What to do about equality constraints in the Simplex Tableau method

Question

The question I've got is: Maximise $$2x-y+3z$$ subject to $$2y+z \leq 2$$ $$x+y+z=4$$ $$x-2y+z \geq 3$$ $$x,y,z \geq 0$$

Using the Simplex Tableau method. I know that for $\leq$ constraints you need slack variables, for $\geq$ you need slack and artificial variables, but what are you supposed to do with the equality constraint? I read a lecture online where it said convert it to both a $\leq$ and a $\geq$ constraint, so in this case we would have: $$ x+y+z=4$$ can be written as $x+y+z\leq 4$ and $x+y+z\geq 4$ but then it went onto say that we could just neglect the second constraint which would yield $-x-y-z\leq 4$.

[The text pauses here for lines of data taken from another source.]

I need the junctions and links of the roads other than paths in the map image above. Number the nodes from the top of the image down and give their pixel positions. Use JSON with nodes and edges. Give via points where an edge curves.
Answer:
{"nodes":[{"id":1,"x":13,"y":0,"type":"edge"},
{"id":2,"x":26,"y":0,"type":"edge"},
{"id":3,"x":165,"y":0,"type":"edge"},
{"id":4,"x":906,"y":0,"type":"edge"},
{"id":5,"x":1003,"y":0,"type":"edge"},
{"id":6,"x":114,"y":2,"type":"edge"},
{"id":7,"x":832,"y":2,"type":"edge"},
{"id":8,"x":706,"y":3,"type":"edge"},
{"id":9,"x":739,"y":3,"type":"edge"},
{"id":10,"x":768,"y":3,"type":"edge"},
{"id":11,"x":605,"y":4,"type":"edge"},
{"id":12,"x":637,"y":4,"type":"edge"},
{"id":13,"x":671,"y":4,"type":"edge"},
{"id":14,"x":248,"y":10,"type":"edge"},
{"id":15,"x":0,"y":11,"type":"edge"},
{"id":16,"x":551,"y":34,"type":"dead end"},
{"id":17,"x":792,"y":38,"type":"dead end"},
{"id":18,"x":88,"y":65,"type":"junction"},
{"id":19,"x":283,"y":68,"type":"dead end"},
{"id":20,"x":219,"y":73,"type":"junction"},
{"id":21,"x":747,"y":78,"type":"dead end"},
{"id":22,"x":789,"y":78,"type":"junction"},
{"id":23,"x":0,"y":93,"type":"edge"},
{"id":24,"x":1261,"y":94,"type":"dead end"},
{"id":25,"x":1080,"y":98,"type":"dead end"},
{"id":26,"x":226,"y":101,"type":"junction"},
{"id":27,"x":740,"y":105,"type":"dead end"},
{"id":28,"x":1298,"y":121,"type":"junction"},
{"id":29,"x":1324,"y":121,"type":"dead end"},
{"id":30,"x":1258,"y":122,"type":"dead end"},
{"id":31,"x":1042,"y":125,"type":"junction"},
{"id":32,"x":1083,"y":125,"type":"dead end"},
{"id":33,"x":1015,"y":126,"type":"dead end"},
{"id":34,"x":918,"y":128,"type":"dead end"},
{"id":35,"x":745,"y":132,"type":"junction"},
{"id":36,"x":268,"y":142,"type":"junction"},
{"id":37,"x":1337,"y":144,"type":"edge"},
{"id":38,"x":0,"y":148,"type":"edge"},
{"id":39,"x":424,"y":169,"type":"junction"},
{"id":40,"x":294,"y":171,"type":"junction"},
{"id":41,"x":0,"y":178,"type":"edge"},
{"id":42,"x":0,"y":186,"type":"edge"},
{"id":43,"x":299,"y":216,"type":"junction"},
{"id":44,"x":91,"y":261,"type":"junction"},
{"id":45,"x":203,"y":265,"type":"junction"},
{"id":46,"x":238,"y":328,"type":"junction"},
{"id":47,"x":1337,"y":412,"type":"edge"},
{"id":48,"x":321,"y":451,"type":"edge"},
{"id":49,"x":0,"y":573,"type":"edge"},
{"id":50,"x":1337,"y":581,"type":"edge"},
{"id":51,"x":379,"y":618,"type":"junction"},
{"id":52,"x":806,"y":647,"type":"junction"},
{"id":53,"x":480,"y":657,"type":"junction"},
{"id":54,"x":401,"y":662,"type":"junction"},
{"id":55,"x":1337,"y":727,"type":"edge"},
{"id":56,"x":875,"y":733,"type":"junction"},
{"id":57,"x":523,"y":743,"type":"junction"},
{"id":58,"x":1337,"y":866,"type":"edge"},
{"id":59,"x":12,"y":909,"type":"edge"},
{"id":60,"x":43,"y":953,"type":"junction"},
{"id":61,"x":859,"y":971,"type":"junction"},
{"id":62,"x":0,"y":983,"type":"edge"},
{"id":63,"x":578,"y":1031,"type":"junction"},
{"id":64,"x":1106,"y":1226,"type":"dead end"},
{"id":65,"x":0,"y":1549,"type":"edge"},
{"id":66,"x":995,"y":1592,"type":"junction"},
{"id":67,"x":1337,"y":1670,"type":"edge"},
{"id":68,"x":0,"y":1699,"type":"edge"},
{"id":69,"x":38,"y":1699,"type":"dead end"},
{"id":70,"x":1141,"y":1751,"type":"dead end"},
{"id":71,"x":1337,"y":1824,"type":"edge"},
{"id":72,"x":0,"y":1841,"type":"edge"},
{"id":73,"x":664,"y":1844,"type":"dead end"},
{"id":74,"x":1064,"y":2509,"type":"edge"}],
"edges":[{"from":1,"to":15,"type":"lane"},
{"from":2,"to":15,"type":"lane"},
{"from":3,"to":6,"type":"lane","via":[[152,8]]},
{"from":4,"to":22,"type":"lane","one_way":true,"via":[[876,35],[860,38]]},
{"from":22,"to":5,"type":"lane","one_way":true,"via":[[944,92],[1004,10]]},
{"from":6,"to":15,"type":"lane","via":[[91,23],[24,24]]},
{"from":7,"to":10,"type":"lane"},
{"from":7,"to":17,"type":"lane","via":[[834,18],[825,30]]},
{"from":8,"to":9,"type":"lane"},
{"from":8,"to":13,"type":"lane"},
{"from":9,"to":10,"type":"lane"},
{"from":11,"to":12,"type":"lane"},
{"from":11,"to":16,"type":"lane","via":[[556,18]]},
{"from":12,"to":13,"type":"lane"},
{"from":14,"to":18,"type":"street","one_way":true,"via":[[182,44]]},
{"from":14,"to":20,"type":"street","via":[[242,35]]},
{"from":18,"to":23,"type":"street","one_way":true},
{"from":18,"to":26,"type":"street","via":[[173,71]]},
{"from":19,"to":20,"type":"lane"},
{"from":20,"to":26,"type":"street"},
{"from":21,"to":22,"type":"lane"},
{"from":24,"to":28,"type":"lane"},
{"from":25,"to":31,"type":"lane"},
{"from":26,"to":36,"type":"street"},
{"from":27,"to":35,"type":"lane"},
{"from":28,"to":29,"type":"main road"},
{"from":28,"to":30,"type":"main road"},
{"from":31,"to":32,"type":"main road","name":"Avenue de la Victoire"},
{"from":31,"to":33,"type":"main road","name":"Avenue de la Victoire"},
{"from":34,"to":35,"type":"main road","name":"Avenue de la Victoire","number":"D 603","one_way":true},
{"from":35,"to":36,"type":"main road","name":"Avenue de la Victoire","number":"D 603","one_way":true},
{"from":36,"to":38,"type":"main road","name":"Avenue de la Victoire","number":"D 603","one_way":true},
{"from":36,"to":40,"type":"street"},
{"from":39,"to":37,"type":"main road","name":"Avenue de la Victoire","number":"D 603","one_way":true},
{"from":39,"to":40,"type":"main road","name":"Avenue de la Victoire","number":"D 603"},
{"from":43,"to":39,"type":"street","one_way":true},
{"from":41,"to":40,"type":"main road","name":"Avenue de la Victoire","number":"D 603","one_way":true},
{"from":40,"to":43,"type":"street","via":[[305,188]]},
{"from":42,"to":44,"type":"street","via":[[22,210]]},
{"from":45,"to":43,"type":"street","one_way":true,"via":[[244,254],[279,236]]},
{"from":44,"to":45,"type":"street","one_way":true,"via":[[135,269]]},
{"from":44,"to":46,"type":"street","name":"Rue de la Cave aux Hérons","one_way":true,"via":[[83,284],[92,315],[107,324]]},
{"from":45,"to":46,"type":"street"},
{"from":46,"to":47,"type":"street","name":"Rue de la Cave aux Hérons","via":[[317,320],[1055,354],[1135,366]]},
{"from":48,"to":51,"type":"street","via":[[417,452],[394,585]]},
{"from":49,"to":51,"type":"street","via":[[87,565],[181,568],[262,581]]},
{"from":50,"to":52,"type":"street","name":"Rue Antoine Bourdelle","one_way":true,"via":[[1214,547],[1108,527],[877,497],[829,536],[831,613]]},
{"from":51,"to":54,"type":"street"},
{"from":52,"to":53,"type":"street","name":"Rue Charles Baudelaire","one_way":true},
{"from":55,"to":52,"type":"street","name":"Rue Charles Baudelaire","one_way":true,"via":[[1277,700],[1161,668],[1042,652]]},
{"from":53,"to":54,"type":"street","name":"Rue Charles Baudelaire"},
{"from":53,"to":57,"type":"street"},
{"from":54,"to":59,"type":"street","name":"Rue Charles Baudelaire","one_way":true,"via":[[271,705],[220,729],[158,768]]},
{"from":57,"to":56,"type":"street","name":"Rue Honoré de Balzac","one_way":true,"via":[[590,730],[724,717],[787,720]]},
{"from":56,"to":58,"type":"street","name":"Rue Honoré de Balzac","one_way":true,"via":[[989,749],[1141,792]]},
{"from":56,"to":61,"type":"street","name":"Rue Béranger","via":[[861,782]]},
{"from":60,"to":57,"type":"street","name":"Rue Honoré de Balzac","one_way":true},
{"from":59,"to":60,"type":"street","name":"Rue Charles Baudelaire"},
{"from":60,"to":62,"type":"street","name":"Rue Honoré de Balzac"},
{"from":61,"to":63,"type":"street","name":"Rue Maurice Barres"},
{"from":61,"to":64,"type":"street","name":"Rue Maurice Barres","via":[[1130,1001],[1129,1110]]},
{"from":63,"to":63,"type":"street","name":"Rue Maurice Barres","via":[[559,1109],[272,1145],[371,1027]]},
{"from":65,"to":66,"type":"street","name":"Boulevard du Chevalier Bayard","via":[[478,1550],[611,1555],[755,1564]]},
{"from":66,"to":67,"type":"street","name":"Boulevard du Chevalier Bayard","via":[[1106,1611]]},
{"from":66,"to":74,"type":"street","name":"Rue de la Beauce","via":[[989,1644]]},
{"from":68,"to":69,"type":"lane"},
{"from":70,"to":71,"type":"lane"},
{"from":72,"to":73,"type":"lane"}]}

Could anyone give anymore clarification if this is indeed correct and if so, why we get the final result from the two inequalities?

Answer 1

To get an optimal solution, it is necessary to have a basic solution as a starting point. This means, that the number of constraints must be equal to the number of basic variables. Thus every constraint has to have a positive slack variable or a positive artificial variable. If the slack variable is negative or is not needed, then you add an artificial variable.

There are three cases:

$\color{blue}{\leq \texttt{constraint:}}$

If you have a $\leq$-constraint, then you have to add a slack variable for each constraint.

$2y+z \leq 2 \quad \Longrightarrow \quad 2y+z +s_1=2$

$\color{blue}{=\texttt{constraint:}}$

If you have a $=$-constraint, then you do not have to add a slack variable for each constraint. But you have to add an artificial variable for each constraint.

$x+y+z=4 \quad \Longrightarrow \quad x+y+z+a_1=4$

$\color{blue}{\geq \texttt{constraint:}}$

If you have a $\geq$-constraint, then you have to substract a slack variable for each constraint. Additionally you have to add an artificial variable for each constraint.

$x-2y+z \geq 3 \quad \Longrightarrow \quad x-2y+z-s_2+a_2 = 3$

The initial simplex tableau is

$\begin{array}{|c|c|c|c|c|c|c|c|} \hline x & y & z & s_1 & s_2 & a_1 & a_2 & RHS \\ \hline -2 & 1 & \color{green}{-3} & 0 & 0 & 0 & 0 & 0 \\ \hline 0 & 2 & \color{red} 1 & 1 & 0 & 0 & 0 & \color{orange}{2} \\ \hline 1 & 1 & 1 & 0 & 0 & 1 & 0 & 4 \\ \hline 1 & -2 & 1 & 0 & -1 & 0 & 1 & 3 \\ \hline \end{array} $

The coefficients of the objective function have to be multiplied by (-1), because the objective function has to be maximized.

The initial basic solution is $(x, y, z, s_1, s_2, a_1, a_2)=(0, 0, 0, 2, 0, 4, 3)$

The first pivot element is the red One.